Her ne kadar ilk yazı ve özellikle yeni bir mecrada çiçekli böcekli yazılar daha güzel olacak olsa da omzumuzdan inmeyen ölüm hakikati, her şeyi alt üst edebiliyor, kurulacak cümlelere müdahale edebiliyor...
Her ne kadar ilk yazı ve özellikle yeni bir mecrada çiçekli böcekli yazılar daha güzel olacak olsa da omzumuzdan inmeyen ölüm hakikati, her şeyi alt üst edebiliyor, kurulacak cümlelere müdahale edebiliyor.
Kimsenin okumadığı bir romanda, yavaş yavaş ölen ve ölümü kendisi dışında kimsenin kabullenmediği bir genç vardı. Kitap anlaşılmayacağı üzere bana ait, ismi hayatlar ve kayıplar. Konusunun da finali hariç şu an yazmaya çalıştıklarımla alakası hiç mi hiç yok.
Genç yavaş yavaş ölüyor, hiçbir şeyi hatırlamıyor, elini ayağını, parmak uçlarını… burnunu kaşıyamıyor genç. Adını koymadım ancak insanın belki de ölümü en çok isteyebileceği hastalığa düçar idi.

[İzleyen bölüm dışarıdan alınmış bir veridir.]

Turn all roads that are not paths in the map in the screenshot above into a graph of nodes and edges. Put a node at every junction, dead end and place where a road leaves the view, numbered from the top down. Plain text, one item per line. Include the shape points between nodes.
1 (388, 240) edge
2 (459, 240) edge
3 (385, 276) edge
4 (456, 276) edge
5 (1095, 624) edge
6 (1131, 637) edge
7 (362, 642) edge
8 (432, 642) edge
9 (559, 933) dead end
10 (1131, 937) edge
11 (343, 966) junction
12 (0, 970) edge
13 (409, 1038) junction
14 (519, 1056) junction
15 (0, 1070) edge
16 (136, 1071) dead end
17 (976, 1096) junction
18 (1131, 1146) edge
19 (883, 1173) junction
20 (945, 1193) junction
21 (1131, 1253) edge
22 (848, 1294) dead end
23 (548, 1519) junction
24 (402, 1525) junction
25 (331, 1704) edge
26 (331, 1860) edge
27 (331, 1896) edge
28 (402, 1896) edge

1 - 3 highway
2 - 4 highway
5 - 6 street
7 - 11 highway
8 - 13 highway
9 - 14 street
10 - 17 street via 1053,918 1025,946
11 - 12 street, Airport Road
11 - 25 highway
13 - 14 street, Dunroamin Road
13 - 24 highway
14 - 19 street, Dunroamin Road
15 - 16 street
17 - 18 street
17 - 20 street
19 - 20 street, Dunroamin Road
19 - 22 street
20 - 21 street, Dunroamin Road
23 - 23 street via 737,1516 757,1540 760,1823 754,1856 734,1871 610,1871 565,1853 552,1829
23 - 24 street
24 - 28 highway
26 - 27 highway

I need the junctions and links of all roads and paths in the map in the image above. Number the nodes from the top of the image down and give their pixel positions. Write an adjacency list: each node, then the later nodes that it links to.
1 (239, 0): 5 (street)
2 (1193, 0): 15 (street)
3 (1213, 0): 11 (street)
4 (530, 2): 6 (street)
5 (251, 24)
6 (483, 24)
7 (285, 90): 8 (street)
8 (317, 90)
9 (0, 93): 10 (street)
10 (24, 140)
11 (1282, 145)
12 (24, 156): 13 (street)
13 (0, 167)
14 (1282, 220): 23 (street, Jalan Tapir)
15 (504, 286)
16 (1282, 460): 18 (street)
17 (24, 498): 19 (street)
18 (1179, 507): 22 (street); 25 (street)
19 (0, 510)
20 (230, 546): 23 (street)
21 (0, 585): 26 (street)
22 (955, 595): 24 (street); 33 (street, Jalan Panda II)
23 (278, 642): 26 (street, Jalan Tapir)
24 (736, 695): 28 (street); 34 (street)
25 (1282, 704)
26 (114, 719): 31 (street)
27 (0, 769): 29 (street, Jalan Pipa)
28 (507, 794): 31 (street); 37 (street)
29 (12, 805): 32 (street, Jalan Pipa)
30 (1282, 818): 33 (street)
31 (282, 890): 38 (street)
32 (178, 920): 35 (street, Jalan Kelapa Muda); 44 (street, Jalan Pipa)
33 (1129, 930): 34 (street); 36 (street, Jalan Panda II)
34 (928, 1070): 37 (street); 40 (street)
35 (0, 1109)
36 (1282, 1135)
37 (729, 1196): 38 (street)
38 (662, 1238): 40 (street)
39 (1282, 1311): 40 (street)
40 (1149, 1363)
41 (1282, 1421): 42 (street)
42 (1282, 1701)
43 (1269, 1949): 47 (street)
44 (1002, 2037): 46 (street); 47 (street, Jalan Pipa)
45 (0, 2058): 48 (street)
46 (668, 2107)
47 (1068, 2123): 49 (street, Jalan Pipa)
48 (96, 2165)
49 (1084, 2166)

Şahsımın da imtihan olarak en çok korktuğu durumlardan biriydi hastalık. Ne o karaktere bu sonu yazarken, ne o hastalığın hakikatte varlığından bihaber olmamama rağmen bu hastalığı uydururken yanı başımda yaşanacağını bilmedim, tahmin etmedim. Edemedim.
Yazmak belki kolay ancak gözünüzün önünde birisinin alsye mahkum oluşunu hissediyor oluşunuz çok ağır. Yaşayanın iç dünyasına dair yorumum ve fikrim elbette gün olur hikayenin devamı yazılırsa olacak. Ancak gözlem olarak şunu paylaşabilirim; gözünüzün önünde birisi ses tonu dahil herşeyini yitiriyor. Yürümekte zorlanıyor… sonrası yürüyememek! Yemek yemekte tutmakta herhangi bir şeyi zorlanıyor. Sonrası parmakların hareket edememesi. Kaşınmak, sakınmak, herhangi bir yerini sallamak tutmak… elbette yok artık. Makinesiz nefes almak bir yana damağınızda ortaya çıkan tükürüğe müdahale edemiyorsunuz. Ez cümle als böyle bir hastalık. Bir uzman değilim. Bir uzman kalkıp aslında als o değil şöyle şöyle diye başlayıp çok dolu cümleler kurabilir. Ne yazık ki anladığım ve şahit olduğum bundan ibaret.
İyileşmesi için dua ve gayret ettiğimiz bir gonca vardı. Ömrünün baharında, ailesi için göz nuru. Hafta sonu daha iyi olduğuna dair haber almak isterken… tüm acılarından azade , burada kullanamadığı kollarıyla cennete yelken açtığını öğrendik.
Hayallerini biliyorduk ancak aldığı kararları ve az kişiyle paylaştığı duayı öğrenince ne tepki vereceğimizi şaşırdık.
Ölüyoruz nitekim.
öleceğiz. Haberimiz yok gibi yaşıyoruz , o hep yanımızda duruyor. Bu karmaşık yazı ölüme…
ölüme dimdik duran kız babalarına ve annelerine…
acıyla metaneti karıştırmayanlara…
cennet duasıyla bakanlara gönderdiklerine…
hepimiz oraya gideceğiz. Hep birlikte orada toplanacağız. Orada bulunmayı arzu ettiğimiz konuma göre hareket belirlemekte fayda var. Ölümden sonrasına dair itirazı olanlara anlatacağımız hiçbirşey yok. Orada onlarla da bulunacağız. Selfie çekmek mümkün olmayacak elbette.